When Two Becomes One: Women Left Alone



by
Gregory Grant
Francine Quitko's life seemed set. Happily married, with a young daughter. But then, five years ago, Francine's world fell apart. Her husband Alan, developed a brain tumor, and passed away six months later.
"I didn't know anything about finances," Francine said. "I had to start educating myself on who I was going to use to help me produce income for my daughter and I to live."
Francine immersed herself in organizing and understanding the family finances, sitting down at the dining room table with a pen & a notepad.

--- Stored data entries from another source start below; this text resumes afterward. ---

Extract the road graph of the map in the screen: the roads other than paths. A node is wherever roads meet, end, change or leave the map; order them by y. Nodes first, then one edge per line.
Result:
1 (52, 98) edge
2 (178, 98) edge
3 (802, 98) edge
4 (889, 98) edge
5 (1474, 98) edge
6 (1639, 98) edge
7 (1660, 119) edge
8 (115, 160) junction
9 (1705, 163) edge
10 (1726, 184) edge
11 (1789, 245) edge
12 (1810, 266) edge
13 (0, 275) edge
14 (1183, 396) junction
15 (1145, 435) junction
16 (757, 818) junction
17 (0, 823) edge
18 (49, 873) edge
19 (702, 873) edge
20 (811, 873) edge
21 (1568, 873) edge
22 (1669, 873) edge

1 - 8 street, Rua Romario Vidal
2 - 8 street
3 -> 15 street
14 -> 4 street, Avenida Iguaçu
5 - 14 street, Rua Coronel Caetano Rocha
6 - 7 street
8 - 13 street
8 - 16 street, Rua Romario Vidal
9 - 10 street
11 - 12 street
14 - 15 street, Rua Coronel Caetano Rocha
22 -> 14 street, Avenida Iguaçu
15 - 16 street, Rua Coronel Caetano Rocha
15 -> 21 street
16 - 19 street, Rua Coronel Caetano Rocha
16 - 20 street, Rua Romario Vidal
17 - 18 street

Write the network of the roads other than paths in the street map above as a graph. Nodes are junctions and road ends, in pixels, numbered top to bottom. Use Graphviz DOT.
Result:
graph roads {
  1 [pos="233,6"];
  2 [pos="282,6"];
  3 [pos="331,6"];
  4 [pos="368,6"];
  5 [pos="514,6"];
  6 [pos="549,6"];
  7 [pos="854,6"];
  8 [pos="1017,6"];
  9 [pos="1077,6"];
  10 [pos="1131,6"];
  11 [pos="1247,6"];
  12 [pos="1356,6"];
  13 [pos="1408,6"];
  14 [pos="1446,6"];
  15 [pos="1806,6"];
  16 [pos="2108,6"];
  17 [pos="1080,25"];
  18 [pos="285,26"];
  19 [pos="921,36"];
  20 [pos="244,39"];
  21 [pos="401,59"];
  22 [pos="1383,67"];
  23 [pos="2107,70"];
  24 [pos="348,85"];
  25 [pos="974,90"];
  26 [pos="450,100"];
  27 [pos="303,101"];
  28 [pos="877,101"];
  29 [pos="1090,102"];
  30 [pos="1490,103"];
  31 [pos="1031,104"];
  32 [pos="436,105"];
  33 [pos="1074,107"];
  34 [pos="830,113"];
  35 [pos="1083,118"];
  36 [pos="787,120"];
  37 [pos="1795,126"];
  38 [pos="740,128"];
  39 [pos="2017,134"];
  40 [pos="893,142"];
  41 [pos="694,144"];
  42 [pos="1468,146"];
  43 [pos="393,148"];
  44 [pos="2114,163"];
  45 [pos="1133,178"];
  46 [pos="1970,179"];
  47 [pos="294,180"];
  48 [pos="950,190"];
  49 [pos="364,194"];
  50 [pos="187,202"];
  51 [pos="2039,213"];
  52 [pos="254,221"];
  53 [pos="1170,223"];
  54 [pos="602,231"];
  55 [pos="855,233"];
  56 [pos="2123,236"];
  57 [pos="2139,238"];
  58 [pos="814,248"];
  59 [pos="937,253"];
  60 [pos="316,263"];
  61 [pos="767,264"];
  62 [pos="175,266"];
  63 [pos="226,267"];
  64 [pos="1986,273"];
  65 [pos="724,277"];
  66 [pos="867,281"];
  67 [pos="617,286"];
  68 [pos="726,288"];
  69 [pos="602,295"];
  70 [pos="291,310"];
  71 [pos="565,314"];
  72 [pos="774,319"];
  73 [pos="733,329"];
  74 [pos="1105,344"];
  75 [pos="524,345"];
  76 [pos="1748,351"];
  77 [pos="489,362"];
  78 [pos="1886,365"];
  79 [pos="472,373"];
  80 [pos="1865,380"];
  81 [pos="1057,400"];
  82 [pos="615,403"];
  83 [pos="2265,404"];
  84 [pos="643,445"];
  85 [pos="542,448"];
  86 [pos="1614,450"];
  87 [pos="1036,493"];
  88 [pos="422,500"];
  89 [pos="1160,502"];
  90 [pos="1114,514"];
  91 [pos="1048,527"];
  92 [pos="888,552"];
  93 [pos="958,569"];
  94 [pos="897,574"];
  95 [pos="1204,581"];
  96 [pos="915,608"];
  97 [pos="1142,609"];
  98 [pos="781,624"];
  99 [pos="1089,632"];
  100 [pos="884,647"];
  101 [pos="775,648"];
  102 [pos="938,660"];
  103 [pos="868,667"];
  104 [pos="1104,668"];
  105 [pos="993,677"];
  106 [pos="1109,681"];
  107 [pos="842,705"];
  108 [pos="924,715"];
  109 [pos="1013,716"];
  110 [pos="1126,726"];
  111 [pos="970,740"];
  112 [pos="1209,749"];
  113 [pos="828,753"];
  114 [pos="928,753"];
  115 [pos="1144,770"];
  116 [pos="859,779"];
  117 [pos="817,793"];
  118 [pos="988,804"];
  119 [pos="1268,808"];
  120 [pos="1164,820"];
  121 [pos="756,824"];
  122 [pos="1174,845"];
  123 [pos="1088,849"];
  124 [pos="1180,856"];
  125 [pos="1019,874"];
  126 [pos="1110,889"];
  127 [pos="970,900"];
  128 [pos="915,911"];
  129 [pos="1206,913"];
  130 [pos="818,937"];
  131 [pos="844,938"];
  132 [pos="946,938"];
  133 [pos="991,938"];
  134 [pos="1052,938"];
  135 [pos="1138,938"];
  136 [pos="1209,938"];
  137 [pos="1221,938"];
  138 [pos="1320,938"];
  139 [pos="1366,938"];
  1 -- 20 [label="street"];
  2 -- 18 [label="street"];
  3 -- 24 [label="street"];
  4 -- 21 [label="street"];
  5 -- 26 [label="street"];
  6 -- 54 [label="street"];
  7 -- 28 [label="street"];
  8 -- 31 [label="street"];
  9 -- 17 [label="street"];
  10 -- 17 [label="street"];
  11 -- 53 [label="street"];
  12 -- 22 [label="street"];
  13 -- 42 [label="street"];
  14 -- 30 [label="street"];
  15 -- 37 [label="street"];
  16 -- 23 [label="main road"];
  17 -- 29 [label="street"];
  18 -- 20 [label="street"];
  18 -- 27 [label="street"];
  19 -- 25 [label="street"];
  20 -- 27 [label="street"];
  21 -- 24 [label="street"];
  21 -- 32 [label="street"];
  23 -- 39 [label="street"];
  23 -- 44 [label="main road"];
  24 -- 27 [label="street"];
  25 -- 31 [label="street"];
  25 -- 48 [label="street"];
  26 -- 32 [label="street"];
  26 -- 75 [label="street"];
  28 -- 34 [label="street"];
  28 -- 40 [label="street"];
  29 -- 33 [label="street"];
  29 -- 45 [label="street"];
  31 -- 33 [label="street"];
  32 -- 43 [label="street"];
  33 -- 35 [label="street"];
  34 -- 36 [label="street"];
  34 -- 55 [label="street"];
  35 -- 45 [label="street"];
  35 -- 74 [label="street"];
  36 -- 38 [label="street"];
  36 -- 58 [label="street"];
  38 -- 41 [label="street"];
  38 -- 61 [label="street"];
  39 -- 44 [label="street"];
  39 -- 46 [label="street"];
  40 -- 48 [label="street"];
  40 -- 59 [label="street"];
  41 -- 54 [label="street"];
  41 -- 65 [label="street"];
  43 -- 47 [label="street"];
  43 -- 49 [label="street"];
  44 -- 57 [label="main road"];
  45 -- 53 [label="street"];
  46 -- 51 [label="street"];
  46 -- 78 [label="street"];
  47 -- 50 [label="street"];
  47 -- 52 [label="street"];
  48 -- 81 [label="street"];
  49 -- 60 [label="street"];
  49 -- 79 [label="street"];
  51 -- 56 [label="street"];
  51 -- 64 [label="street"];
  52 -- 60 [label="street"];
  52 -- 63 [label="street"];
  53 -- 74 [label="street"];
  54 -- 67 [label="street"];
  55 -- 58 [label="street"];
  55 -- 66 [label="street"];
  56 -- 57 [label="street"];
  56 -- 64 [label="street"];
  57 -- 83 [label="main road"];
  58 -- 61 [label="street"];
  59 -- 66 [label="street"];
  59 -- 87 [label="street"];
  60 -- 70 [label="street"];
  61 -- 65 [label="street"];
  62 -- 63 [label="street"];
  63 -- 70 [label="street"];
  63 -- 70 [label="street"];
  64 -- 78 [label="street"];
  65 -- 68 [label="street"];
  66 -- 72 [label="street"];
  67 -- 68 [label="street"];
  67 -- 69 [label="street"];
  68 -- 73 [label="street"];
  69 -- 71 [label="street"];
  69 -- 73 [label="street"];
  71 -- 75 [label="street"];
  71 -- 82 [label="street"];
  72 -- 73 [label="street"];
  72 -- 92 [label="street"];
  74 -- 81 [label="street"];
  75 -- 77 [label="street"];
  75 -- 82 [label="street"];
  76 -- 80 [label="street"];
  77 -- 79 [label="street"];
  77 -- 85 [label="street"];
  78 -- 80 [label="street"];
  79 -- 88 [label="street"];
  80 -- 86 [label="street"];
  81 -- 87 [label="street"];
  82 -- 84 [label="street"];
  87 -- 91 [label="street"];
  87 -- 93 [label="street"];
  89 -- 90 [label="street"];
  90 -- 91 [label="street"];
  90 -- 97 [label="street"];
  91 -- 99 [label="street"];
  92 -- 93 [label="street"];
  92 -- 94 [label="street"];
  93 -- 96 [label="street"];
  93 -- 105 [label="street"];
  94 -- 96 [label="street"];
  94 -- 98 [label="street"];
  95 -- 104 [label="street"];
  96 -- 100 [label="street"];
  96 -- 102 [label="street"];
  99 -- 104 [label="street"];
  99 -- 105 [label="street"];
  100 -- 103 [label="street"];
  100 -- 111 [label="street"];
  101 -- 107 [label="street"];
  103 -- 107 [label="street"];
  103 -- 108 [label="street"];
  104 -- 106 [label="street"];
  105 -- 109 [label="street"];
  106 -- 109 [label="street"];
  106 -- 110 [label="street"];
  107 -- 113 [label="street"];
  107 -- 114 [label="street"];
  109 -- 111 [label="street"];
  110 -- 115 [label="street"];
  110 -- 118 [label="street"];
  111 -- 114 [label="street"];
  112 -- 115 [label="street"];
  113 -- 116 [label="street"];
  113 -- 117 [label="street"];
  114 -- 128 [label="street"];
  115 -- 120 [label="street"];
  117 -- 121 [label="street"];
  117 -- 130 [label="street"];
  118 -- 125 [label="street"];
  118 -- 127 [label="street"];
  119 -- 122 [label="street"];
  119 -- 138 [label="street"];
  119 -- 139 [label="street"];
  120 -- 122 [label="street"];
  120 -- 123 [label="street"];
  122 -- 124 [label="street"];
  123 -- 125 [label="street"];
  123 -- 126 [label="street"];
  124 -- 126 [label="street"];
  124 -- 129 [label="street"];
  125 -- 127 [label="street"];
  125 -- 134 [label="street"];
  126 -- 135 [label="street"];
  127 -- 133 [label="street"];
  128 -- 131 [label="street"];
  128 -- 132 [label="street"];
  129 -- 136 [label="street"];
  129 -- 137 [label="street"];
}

"I think the most important thing a woman can do for herself, before she even goes to anyone else, is sit down and make an itemized list of her expenses and her income and figure out how much everything comes in and goes out," said Carla Bond of Merrill Lynch. "Then she can bring it to a professional who will sit down and make sense out of those numbers."
And according to the experts, during this difficult time, it's best to take things slowly.
"You don't need to make any huge decisions," Bond said. "You don't need to decide to sell your house in the first, actually for the first year. You shouldn't try and do anything really major. You can start making investment decisions and start getting a handle on your budget. But it's wise not to be forced or feel like you need to do anything drastic in the first year."
It's the time before a tragedy occurs that a woman should pay attention to the family finances, so that if she's left a widow, she'll be better prepared to make wise investment decisions to secure her family's future.